IaC Azure

Terraform Module: Azure Availability Set — Pin VM Fault & Update Domains for In-Region Resilience

Quick take — A reusable hashicorp/azurerm 4.x Terraform module for azurerm_availability_set: validated fault/update domain counts, managed-disk alignment, and proximity placement wiring for resilient IaaS VMs. New here? Jump to the Quickstart below to deploy it in minutes; read on for how it works and when to reach for it.

Quickstart (copy-paste)

Minimal, runnable configuration — drop this in a .tf file and fill in the "..." placeholders (each required input is commented):

provider "azurerm" {
  features {}
}

module "availability_set" {
  source = "git::https://dev.azure.com/teknohut/kloudvin/_git/terraform-modules//terraform-module-azure-availability-set?ref=v1.0.0"
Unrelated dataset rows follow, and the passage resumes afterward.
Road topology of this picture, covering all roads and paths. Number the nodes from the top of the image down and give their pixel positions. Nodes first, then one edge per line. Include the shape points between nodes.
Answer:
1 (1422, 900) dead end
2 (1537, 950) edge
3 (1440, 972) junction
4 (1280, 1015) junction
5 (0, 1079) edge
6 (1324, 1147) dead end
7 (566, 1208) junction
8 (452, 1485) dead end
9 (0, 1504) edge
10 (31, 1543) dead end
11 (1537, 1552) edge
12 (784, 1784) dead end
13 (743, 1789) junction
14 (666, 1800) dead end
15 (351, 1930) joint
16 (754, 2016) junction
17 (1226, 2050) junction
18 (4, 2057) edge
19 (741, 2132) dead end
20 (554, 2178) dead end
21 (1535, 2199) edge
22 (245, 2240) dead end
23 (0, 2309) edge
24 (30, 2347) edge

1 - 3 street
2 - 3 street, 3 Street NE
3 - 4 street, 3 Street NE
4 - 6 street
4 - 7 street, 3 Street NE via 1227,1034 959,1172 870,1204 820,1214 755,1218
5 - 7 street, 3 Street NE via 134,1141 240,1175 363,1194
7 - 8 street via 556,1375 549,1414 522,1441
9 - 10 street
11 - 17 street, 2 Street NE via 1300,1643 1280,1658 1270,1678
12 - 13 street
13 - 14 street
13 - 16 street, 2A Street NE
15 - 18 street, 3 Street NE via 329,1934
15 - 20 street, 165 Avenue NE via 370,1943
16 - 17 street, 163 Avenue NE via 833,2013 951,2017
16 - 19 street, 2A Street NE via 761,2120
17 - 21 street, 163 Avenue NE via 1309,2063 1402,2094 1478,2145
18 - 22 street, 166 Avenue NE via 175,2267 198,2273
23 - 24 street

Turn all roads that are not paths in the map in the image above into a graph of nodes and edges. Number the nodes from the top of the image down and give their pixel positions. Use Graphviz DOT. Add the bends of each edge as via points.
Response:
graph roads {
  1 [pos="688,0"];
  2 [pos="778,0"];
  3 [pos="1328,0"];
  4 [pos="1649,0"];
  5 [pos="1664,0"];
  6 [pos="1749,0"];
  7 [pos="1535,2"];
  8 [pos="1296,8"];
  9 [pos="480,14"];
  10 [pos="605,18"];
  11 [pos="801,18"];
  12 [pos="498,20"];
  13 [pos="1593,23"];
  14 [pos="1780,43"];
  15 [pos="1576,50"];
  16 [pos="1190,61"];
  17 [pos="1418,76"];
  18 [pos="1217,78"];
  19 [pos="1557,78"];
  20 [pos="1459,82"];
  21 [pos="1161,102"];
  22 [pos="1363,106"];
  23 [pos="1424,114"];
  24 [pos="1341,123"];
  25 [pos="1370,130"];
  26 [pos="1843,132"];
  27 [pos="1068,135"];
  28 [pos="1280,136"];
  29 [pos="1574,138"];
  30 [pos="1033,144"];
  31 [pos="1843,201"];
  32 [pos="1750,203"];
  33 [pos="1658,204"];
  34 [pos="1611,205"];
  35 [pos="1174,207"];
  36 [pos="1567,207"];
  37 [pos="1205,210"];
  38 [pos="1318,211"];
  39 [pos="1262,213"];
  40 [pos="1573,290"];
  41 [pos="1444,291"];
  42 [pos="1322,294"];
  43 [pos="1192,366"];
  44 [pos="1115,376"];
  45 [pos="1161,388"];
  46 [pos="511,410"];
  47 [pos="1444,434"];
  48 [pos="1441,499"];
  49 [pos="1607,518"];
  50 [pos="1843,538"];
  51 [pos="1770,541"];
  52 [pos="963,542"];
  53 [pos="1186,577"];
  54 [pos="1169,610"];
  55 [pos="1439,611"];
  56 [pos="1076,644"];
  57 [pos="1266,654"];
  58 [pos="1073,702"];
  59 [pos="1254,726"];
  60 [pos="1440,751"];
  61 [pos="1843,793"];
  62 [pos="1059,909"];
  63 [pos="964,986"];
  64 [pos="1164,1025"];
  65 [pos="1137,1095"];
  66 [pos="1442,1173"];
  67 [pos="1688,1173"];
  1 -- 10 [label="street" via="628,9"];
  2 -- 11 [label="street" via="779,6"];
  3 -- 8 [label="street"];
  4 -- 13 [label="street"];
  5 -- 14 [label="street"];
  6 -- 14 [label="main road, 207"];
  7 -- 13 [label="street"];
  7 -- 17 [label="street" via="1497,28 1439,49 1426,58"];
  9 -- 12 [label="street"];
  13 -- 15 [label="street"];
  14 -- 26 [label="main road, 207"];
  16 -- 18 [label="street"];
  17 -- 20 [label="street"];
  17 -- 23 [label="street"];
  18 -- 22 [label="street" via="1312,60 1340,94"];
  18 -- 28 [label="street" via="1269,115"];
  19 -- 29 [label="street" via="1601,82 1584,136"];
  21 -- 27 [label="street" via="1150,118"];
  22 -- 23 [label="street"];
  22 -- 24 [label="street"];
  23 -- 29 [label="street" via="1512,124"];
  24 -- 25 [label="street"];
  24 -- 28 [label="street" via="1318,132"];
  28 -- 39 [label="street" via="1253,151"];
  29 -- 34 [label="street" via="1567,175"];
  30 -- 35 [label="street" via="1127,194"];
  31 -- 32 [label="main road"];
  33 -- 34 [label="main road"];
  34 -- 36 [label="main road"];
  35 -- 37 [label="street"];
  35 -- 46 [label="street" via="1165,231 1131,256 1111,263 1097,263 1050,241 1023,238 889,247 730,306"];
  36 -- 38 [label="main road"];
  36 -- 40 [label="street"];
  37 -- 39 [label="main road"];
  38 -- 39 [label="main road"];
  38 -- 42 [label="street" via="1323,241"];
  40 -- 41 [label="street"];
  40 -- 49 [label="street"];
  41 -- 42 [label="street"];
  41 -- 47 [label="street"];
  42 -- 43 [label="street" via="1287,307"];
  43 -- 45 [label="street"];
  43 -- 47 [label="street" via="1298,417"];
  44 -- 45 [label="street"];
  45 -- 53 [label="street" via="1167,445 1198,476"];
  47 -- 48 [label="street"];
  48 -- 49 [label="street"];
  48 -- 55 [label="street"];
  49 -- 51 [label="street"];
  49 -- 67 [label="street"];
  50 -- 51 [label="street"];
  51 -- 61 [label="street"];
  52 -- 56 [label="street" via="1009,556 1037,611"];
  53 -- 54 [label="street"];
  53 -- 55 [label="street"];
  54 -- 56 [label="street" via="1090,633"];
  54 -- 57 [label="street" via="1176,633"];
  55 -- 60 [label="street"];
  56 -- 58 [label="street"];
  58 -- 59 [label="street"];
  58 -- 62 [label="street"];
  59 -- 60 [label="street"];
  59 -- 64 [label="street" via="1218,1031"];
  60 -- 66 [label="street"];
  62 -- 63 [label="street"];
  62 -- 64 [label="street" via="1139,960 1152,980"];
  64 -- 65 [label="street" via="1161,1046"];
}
  name                = "..."  # Name of the availability set (1-80 chars; starts with l…
  resource_group_name = "..."  # Resource group to create the availability set in.
  location            = "..."  # Azure region; must match the region of the VMs that joi…
}

Then terraform init && terraform apply. Every other input has a sensible default — see Inputs below to override behaviour.

What this module is

An Azure Availability Set is a logical grouping that spreads two or more IaaS virtual machines across fault domains (separate physical racks with independent power and network) and update domains (groups patched and rebooted separately during planned host maintenance). It is the in-datacenter resiliency primitive that backs the single-region 99.95% VM SLA — it protects you from a top-of-rack switch failure or a host OS update bringing down every VM in a tier at once. Unlike Availability Zones, an availability set lives inside a single datacenter and costs nothing extra; you pay only for the VMs you place in it.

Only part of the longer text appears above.